• [PROBLEM REQUIREMENTS] Please set down only the lines that run from the one containing "index tip: (918, 676)" to the end of the listing below, exactly as written.

• [AVAILABLE DATA]
══════════

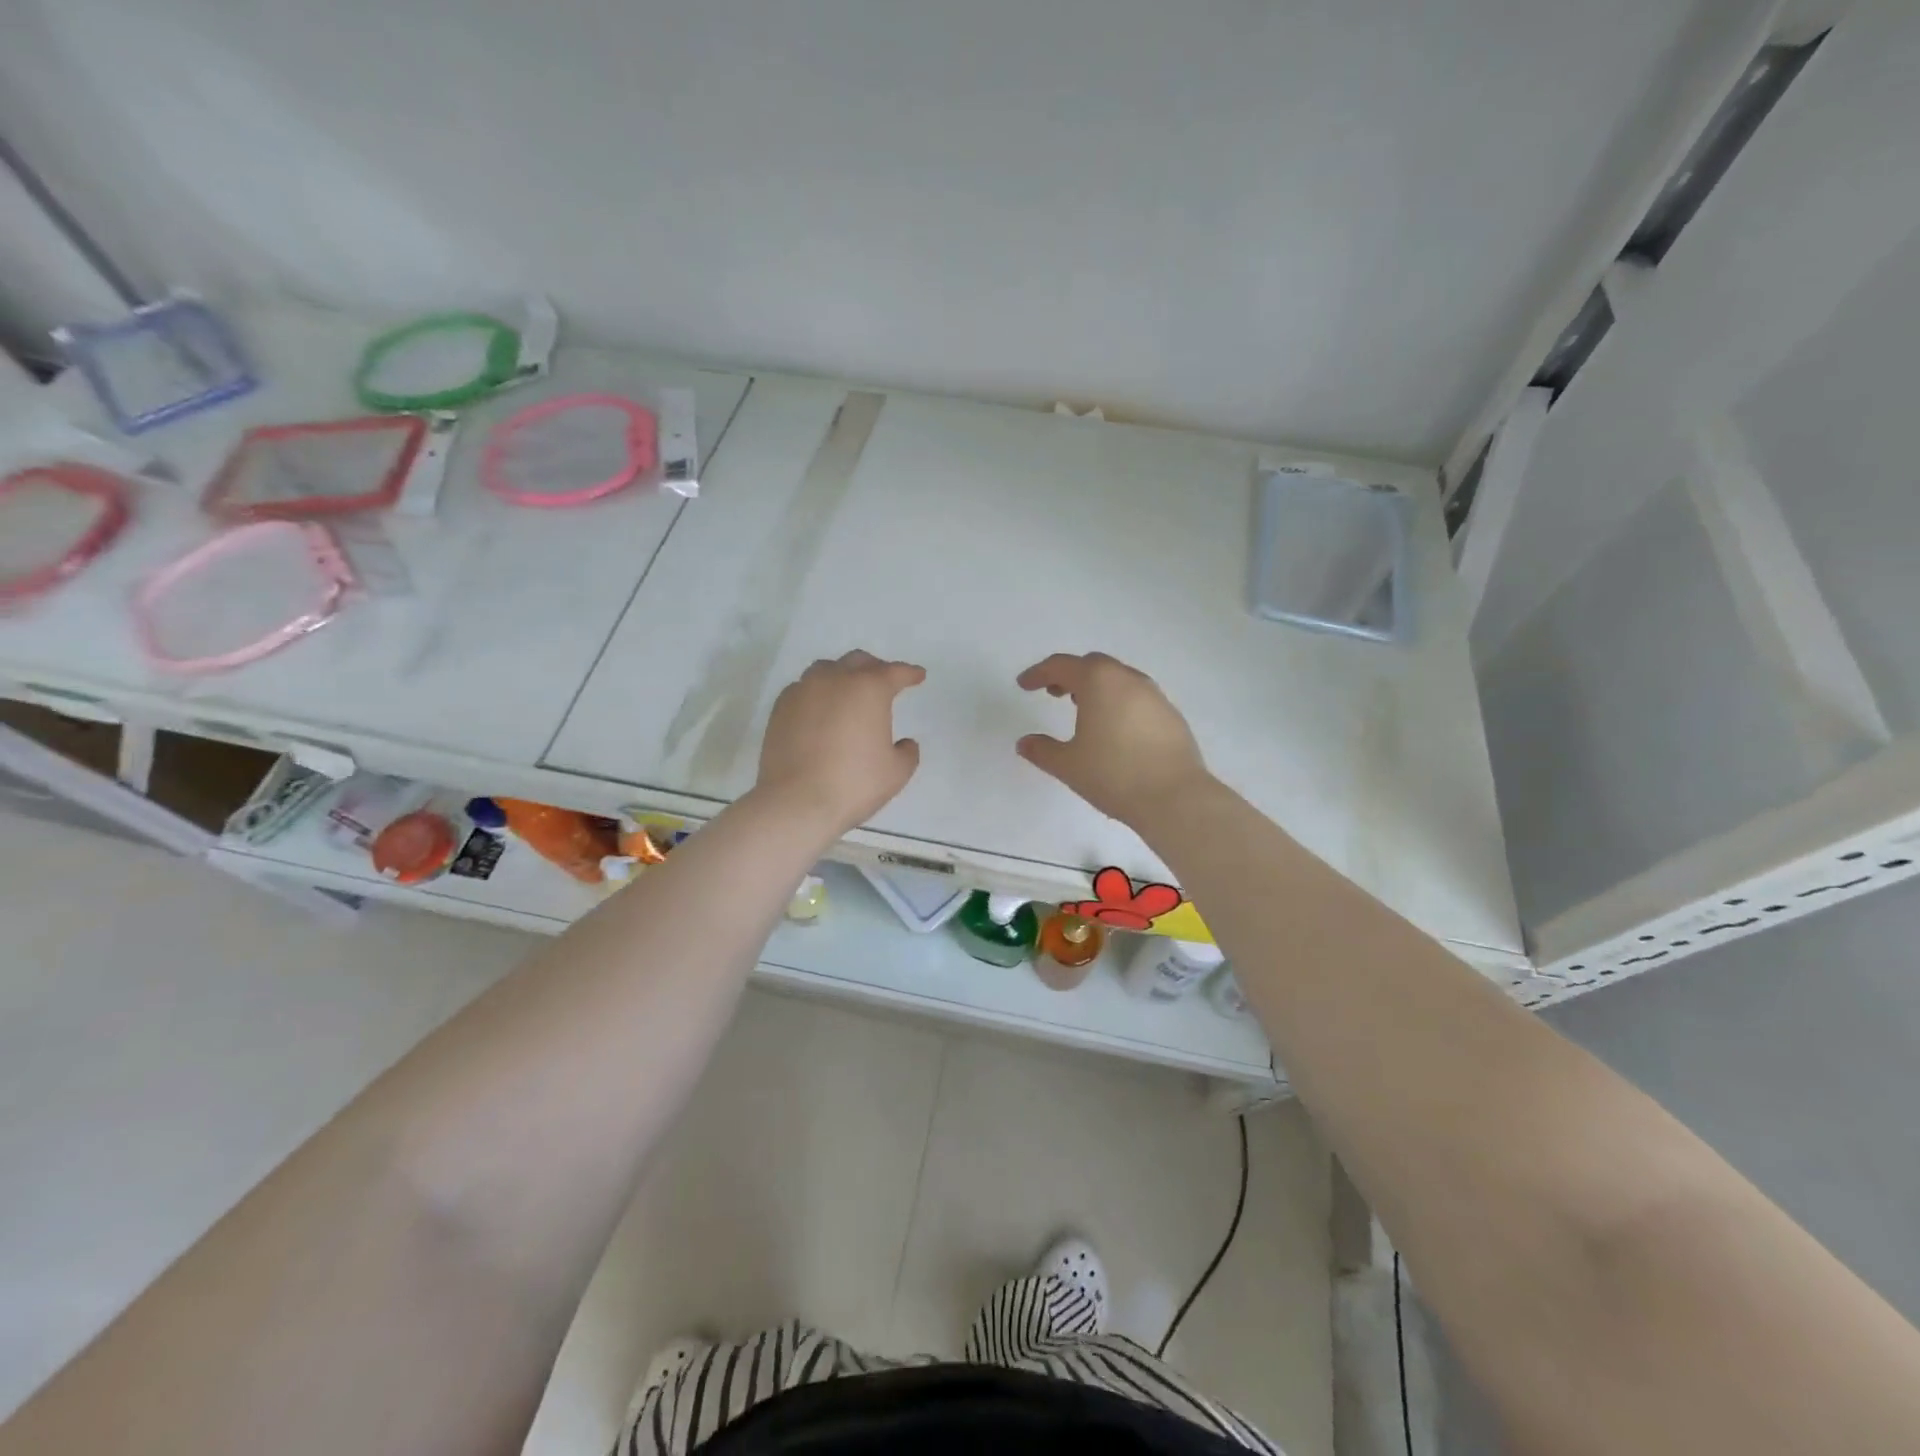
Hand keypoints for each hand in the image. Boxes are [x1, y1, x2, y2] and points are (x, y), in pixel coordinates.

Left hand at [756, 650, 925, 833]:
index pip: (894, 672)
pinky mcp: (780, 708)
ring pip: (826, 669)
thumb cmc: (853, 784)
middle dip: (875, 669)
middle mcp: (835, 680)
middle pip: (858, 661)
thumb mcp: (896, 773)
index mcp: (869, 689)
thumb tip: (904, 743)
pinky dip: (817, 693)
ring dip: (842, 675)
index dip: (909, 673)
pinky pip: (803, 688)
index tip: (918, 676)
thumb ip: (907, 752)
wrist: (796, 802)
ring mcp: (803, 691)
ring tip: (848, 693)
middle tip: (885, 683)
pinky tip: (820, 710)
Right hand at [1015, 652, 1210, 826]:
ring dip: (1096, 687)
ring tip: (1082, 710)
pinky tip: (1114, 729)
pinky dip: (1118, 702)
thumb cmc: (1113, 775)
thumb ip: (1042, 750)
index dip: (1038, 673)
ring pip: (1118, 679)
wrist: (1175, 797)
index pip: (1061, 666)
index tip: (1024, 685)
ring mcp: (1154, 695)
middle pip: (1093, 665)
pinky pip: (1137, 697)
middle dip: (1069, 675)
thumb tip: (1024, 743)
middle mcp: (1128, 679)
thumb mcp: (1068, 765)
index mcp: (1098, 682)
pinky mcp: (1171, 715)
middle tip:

══════════

• [OUTPUT FOR THIS EXERCISE]
index tip: (918, 676)
thumb ip: (907, 752)
wrist: (796, 802)
ring mcp: (803, 691)
ring tip: (848, 693)
middle tip: (885, 683)
pinky tip: (820, 710)
Right hand at [1015, 652, 1210, 826]:
ring dip: (1096, 687)
ring tip: (1082, 710)
pinky tip: (1114, 729)
pinky dip: (1118, 702)
thumb cmc: (1113, 775)
thumb ip: (1042, 750)
index dip: (1038, 673)
ring pip: (1118, 679)
wrist: (1175, 797)
index pip: (1061, 666)
index tip: (1024, 685)
ring mcp: (1154, 695)
middle pip: (1093, 665)
pinky pip: (1137, 697)
middle dip: (1069, 675)
thumb tip: (1024, 743)
middle mcp: (1128, 679)
thumb mcp: (1068, 765)
index mcp: (1098, 682)
pinky mcp: (1171, 715)
middle tip:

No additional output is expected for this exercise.